= BRIEF =
Make an exact copy of the entries below, with all images left out.

= DATA PROVIDED =

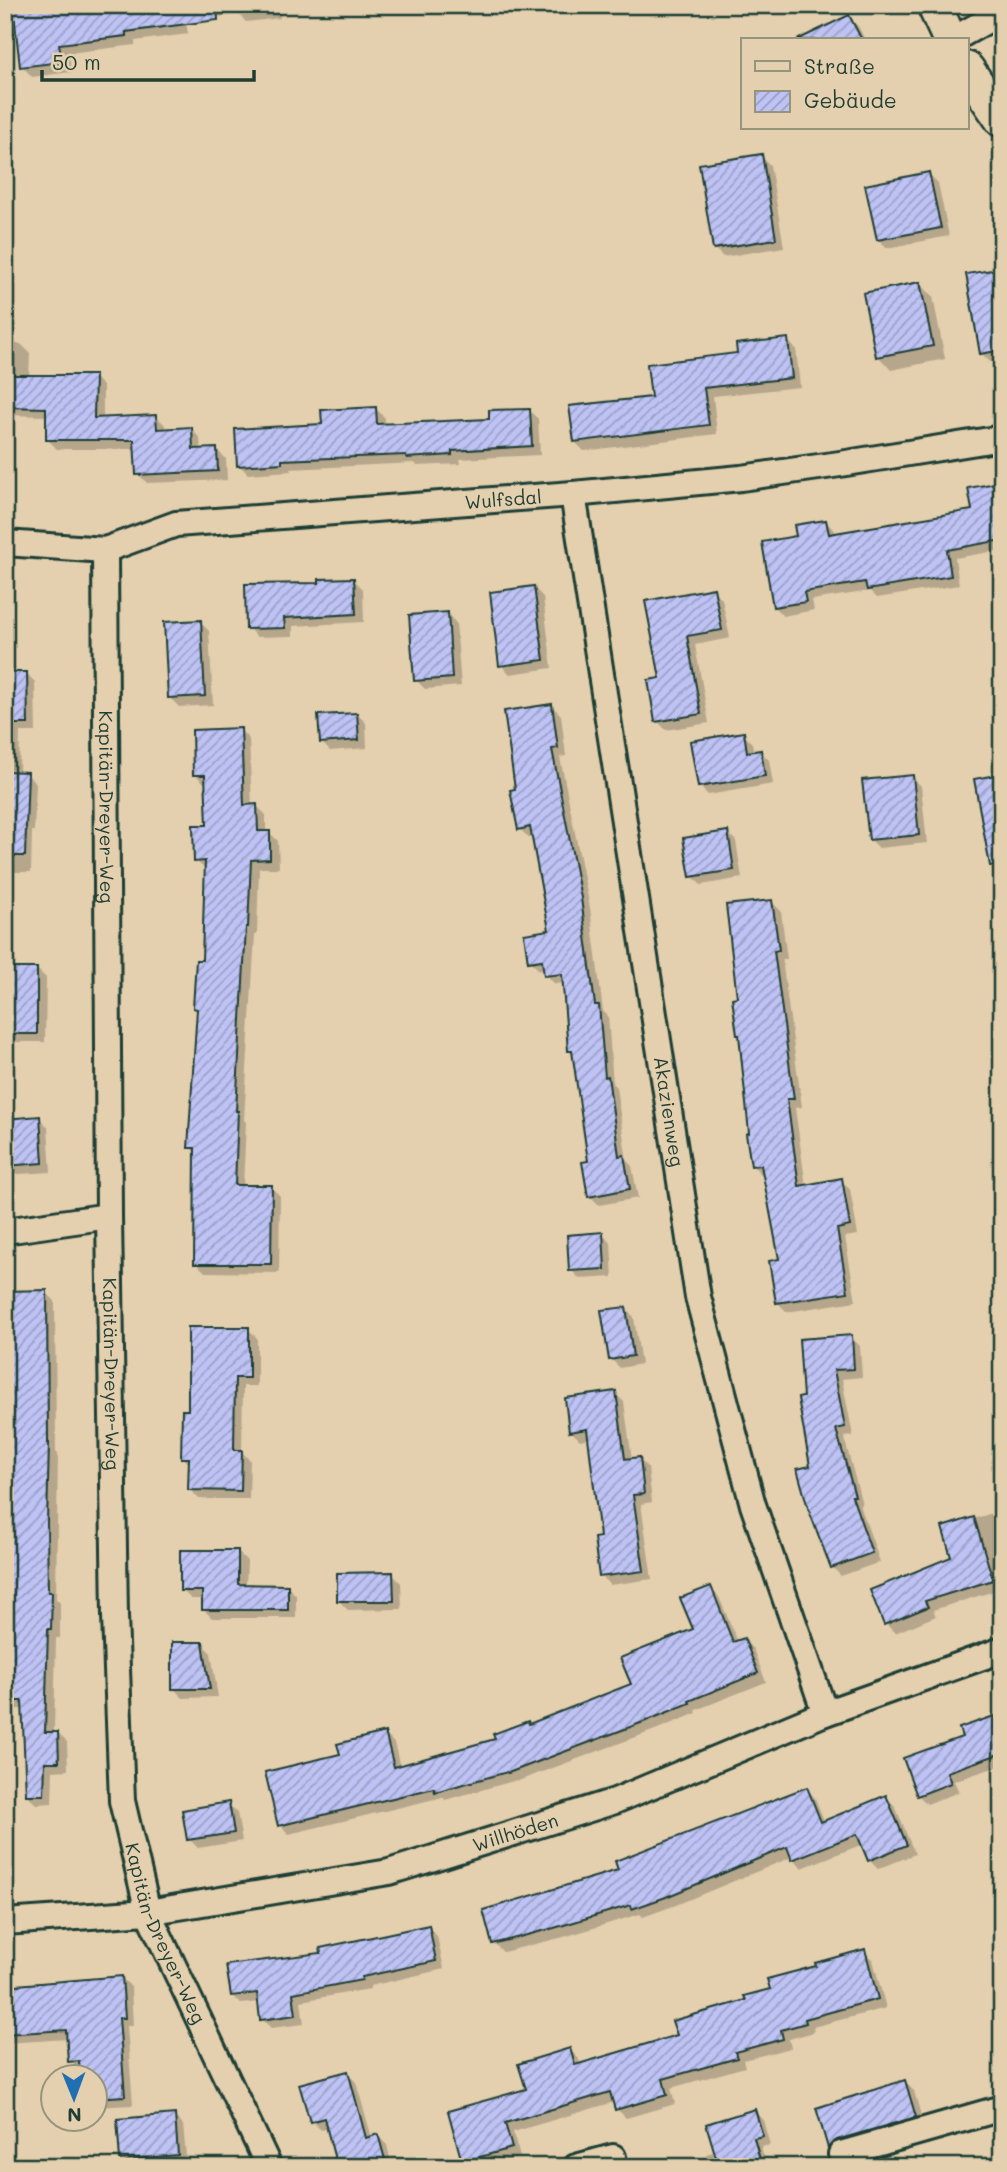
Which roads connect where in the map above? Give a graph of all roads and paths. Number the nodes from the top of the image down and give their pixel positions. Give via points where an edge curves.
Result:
1 (934, 5) edge
2 (1002, 12) edge
3 (950, 38) edge
4 (955, 38) edge
5 (968, 70) edge
6 (1002, 120) edge
7 (1002, 438) edge
8 (573, 494) junction
9 (5, 543) edge
10 (105, 550) junction
11 (109, 1216) junction
12 (5, 1231) edge
13 (1002, 1650) edge
14 (825, 1713) junction
15 (148, 1912) junction
16 (5, 1922) edge
17 (1002, 2108) edge
18 (841, 2154) dead end
19 (613, 2157) dead end
20 (269, 2167) edge
21 (576, 2167) edge

1 - 3 street
2 - 4 street
5 - 6 street
7 - 8 street, Wulfsdal via 754,476
8 - 10 street, Wulfsdal via 176,524
8 - 14 street, Akazienweg via 698,1297 753,1505
9 - 10 street, Wulfsdal
10 - 11 street, Kapitän-Dreyer-Weg
11 - 12 street
11 - 15 street, Kapitän-Dreyer-Weg via 122,1801
13 - 14 street, Willhöden
14 - 15 street, Willhöden via 615,1801 389,1872
15 - 16 street, Willhöden
15 - 20 street, Kapitän-Dreyer-Weg
17 - 18 street
19 - 21 street

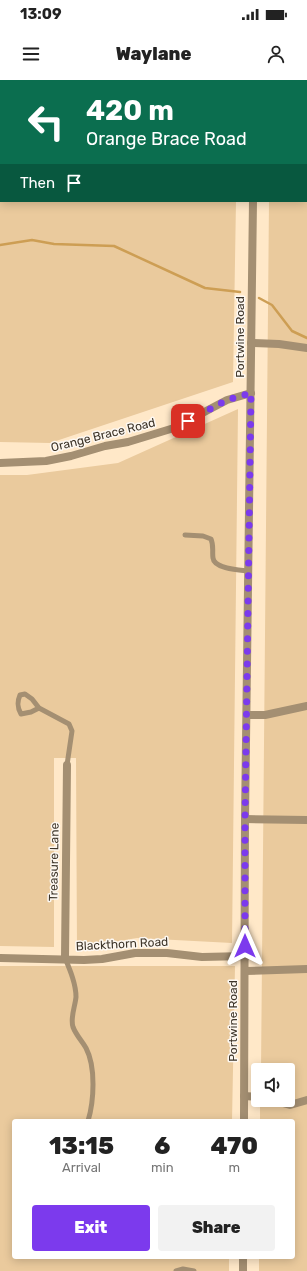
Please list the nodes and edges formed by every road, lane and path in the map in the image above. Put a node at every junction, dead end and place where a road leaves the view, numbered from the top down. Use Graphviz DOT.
graph roads {
  1 [pos="253,202"];
  2 [pos="251,342"];
  3 [pos="307,348"];
  4 [pos="251,393"];
  5 [pos="0,462"];
  6 [pos="185,535"];
  7 [pos="249,571"];
  8 [pos="307,706"];
  9 [pos="38,708"];
  10 [pos="247,714"];
  11 [pos="67,765"];
  12 [pos="245,819"];
  13 [pos="307,820"];
  14 [pos="246,956"];
  15 [pos="0,958"];
  16 [pos="65,958"];
  17 [pos="307,969"];
  18 [pos="245,971"];
  19 [pos="244,1096"];
  20 [pos="251,1096"];
  21 [pos="307,1100"];
  22 [pos="295,1104"];
  23 [pos="89,1119"];
  24 [pos="244,1119"];
  25 [pos="243,1259"];
  26 [pos="176,1271"];
  27 [pos="194,1271"];
  28 [pos="243,1271"];
  1 -- 2 [label="street, Portwine Road"];
  2 -- 3 [label="street"];
  2 -- 4 [label="street, Portwine Road"];
  4 -- 5 [label="street, Orange Brace Road"];
  4 -- 7 [label="street, Portwine Road"];
  6 -- 7 [label="lane"];
  7 -- 10 [label="street, Portwine Road"];
  8 -- 10 [label="street"];
  9 -- 9 [label="lane"];
  9 -- 11 [label="lane"];
  10 -- 12 [label="street, Portwine Road"];
  11 -- 16 [label="street, Treasure Lane"];
  12 -- 13 [label="street"];
  12 -- 14 [label="street, Portwine Road"];
  14 -- 16 [label="street, Blackthorn Road"];
  14 -- 18 [label="street, Portwine Road"];
  15 -- 16 [label="street, Blackthorn Road"];
  16 -- 23 [label="lane"];
  17 -- 18 [label="street"];
  18 -- 19 [label="street, Portwine Road"];
  19 -- 20 [label="street"];
  19 -- 24 [label="street, Portwine Road"];
  21 -- 22 [label="street"];
  25 -- 28 [label="street"];
  26 -- 27 [label="lane"];
}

= EXERCISE RESULT =
Which roads connect where in the map above? Give a graph of all roads and paths. Number the nodes from the top of the image down and give their pixel positions. Give via points where an edge curves.
Result:
1 (934, 5) edge
2 (1002, 12) edge
3 (950, 38) edge
4 (955, 38) edge
5 (968, 70) edge
6 (1002, 120) edge
7 (1002, 438) edge
8 (573, 494) junction
9 (5, 543) edge
10 (105, 550) junction
11 (109, 1216) junction
12 (5, 1231) edge
13 (1002, 1650) edge
14 (825, 1713) junction
15 (148, 1912) junction
16 (5, 1922) edge
17 (1002, 2108) edge
18 (841, 2154) dead end
19 (613, 2157) dead end
20 (269, 2167) edge
21 (576, 2167) edge

1 - 3 street
2 - 4 street
5 - 6 street
7 - 8 street, Wulfsdal via 754,476
8 - 10 street, Wulfsdal via 176,524
8 - 14 street, Akazienweg via 698,1297 753,1505
9 - 10 street, Wulfsdal
10 - 11 street, Kapitän-Dreyer-Weg
11 - 12 street
11 - 15 street, Kapitän-Dreyer-Weg via 122,1801
13 - 14 street, Willhöden
14 - 15 street, Willhöden via 615,1801 389,1872
15 - 16 street, Willhöden
15 - 20 street, Kapitän-Dreyer-Weg
17 - 18 street
19 - 21 street

Please list the nodes and edges formed by every road, lane and path in the map in the image above. Put a node at every junction, dead end and place where a road leaves the view, numbered from the top down. Use Graphviz DOT.
graph roads {
  1 [pos="253,202"];
  2 [pos="251,342"];
  3 [pos="307,348"];
  4 [pos="251,393"];
  5 [pos="0,462"];
  6 [pos="185,535"];
  7 [pos="249,571"];
  8 [pos="307,706"];
  9 [pos="38,708"];
  10 [pos="247,714"];
  11 [pos="67,765"];
  12 [pos="245,819"];
  13 [pos="307,820"];
  14 [pos="246,956"];
  15 [pos="0,958"];
  16 [pos="65,958"];
  17 [pos="307,969"];
  18 [pos="245,971"];
  19 [pos="244,1096"];
  20 [pos="251,1096"];
  21 [pos="307,1100"];
  22 [pos="295,1104"];
  23 [pos="89,1119"];
  24 [pos="244,1119"];
  25 [pos="243,1259"];
  26 [pos="176,1271"];
  27 [pos="194,1271"];
  28 [pos="243,1271"];
  1 -- 2 [label="street, Portwine Road"];
  2 -- 3 [label="street"];
  2 -- 4 [label="street, Portwine Road"];
  4 -- 5 [label="street, Orange Brace Road"];
  4 -- 7 [label="street, Portwine Road"];
  6 -- 7 [label="lane"];
  7 -- 10 [label="street, Portwine Road"];
  8 -- 10 [label="street"];
  9 -- 9 [label="lane"];
  9 -- 11 [label="lane"];
  10 -- 12 [label="street, Portwine Road"];
  11 -- 16 [label="street, Treasure Lane"];
  12 -- 13 [label="street"];
  12 -- 14 [label="street, Portwine Road"];
  14 -- 16 [label="street, Blackthorn Road"];
  14 -- 18 [label="street, Portwine Road"];
  15 -- 16 [label="street, Blackthorn Road"];
  16 -- 23 [label="lane"];
  17 -- 18 [label="street"];
  18 -- 19 [label="street, Portwine Road"];
  19 -- 20 [label="street"];
  19 -- 24 [label="street, Portwine Road"];
  21 -- 22 [label="street"];
  25 -- 28 [label="street"];
  26 -- 27 [label="lane"];
}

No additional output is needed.